Prof. Dr. Christian Kaunert, assisted by Mr Silviu Piros, leading a team of researchers from the Institute for European Studies (IES), has been awarded a Jean Monnet Chair in EU Counter-Terrorism (EXACT) for three years, starting from September 2017. Jean Monnet Chairs, as part of the prestigious Life Long Learning programme of the European Union, are very competitive, highly prestigious awards designed to undertake advanced research and teaching activities at a leading research organisation in Europe. Each award is worth € 50,000. This award underlines the research prestige of the Institute for European Studies at the Vrije Universiteit Brussels, at the back of another Jean Monnet Chair awarded to Prof Dr Harri Kalimo in 2016. In total, the IES has been awarded 3 Jean Monnet Chairs, with two Chairs unprecedentedly running at the same time. This strongly fits with the IES’ mission of delivering research-based and cutting-edge education in the field of EU studies.

The new Jean Monnet Chair will be centred on the EU policy area of Counter-Terrorism, which has often been overlooked in European integration and therefore underlines the innovative character of the project and its aims. EXACT provides research-led excellence in teaching and learning at the intersection of two fundamental areas of EU policy - the Area of Freedom, Security and Justice (formerly known as Justice and Home Affairs) and EU counter-terrorism policy and law (also within the Common Foreign and Security Policy, notably in relation to counter-terrorist financing). The Chair advances cutting-edge blended learning formats, distance-learning, strong inter-disciplinarity and policy relevance by creating three new courses contributing to the creation of a full Masters programme in EU Governance by distance learning – the first such Masters programme in Belgium, and one of the very few in Europe as a whole. These events will lead to significant research outputs.
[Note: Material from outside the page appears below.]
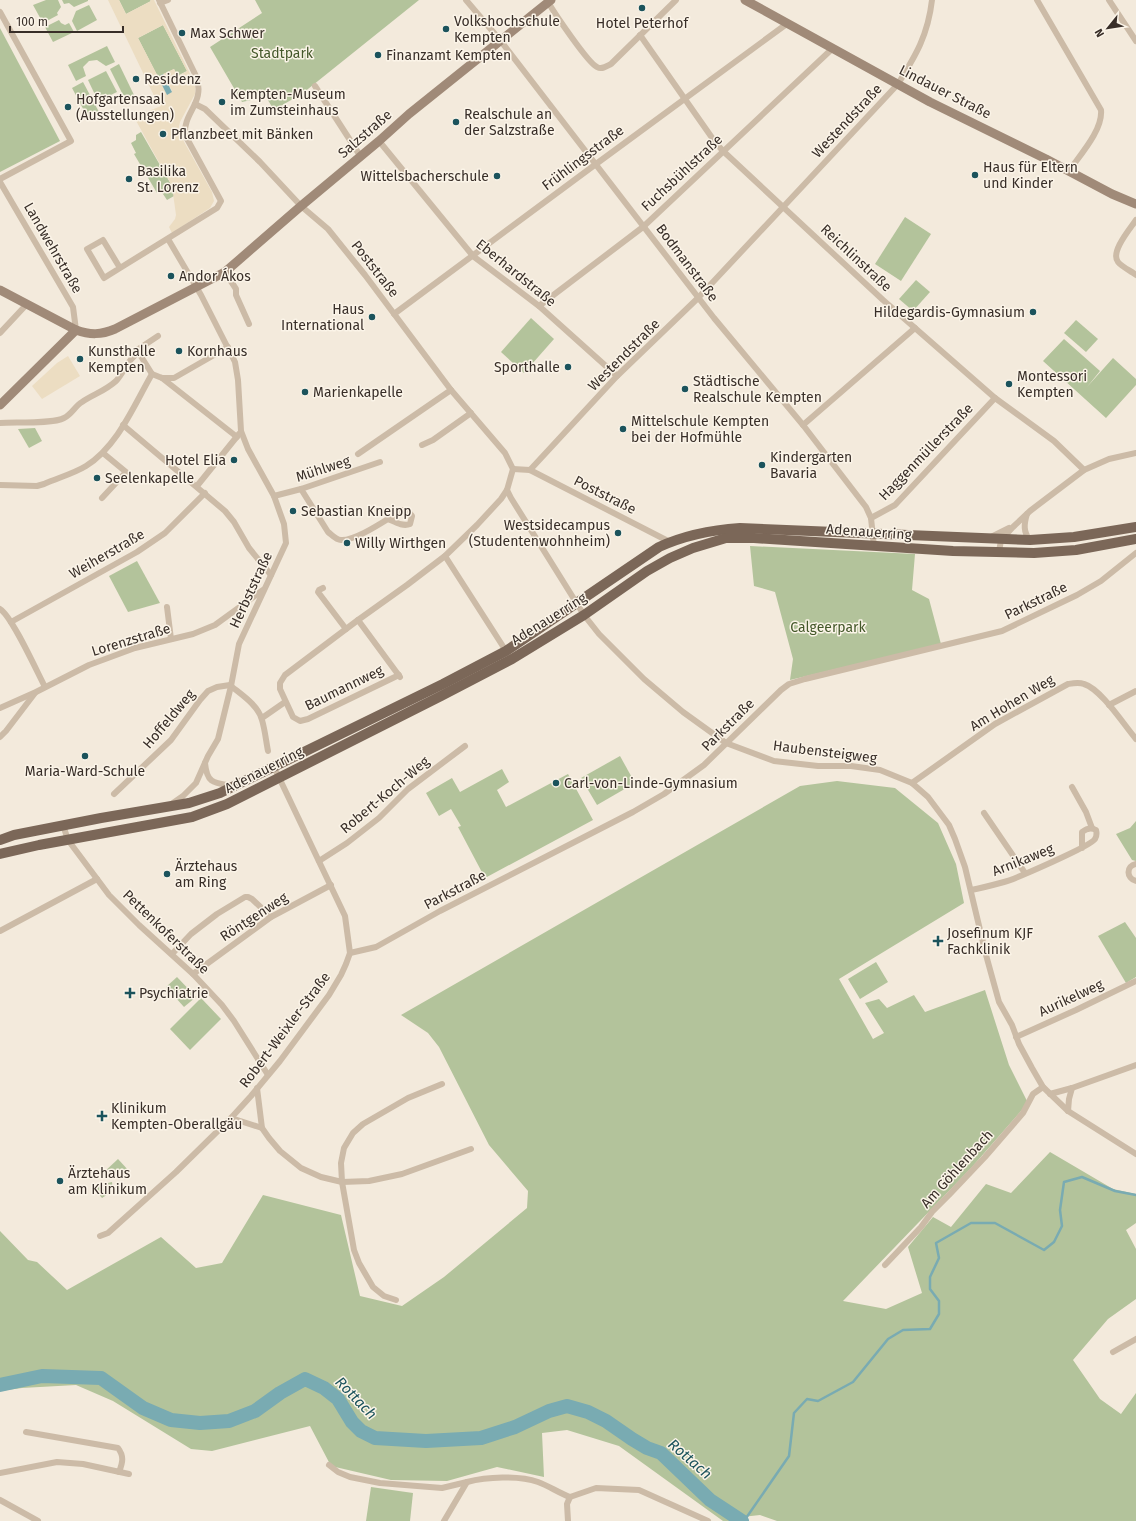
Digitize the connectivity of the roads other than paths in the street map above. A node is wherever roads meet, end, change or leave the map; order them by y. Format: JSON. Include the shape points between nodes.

The proposed project is both relevant and timely for several reasons. The ‘EU acquis’ on EU Justice and Home Affairs has grown significantly over the past years; a majority of Union citizens, according to Eurobarometer (1997-2017) periodic surveys, increasingly feel that EU-level actions have an added value compared to those taken solely at a national level and two thirds of citizens support EU-level actions in the fight against organised crime, irregular migration and terrorism. The detailed analyses of EU policy-making in European internal security will be of profound benefit for representatives of the EU member states’ diplomatic and home affairs establishment. This will also provide further insights into the policy-making of the most dynamic policy area of the European Union, and the workings of the European institutions. It has practical relevance for EU officials and national officials working for national ministries and embassies in Brussels.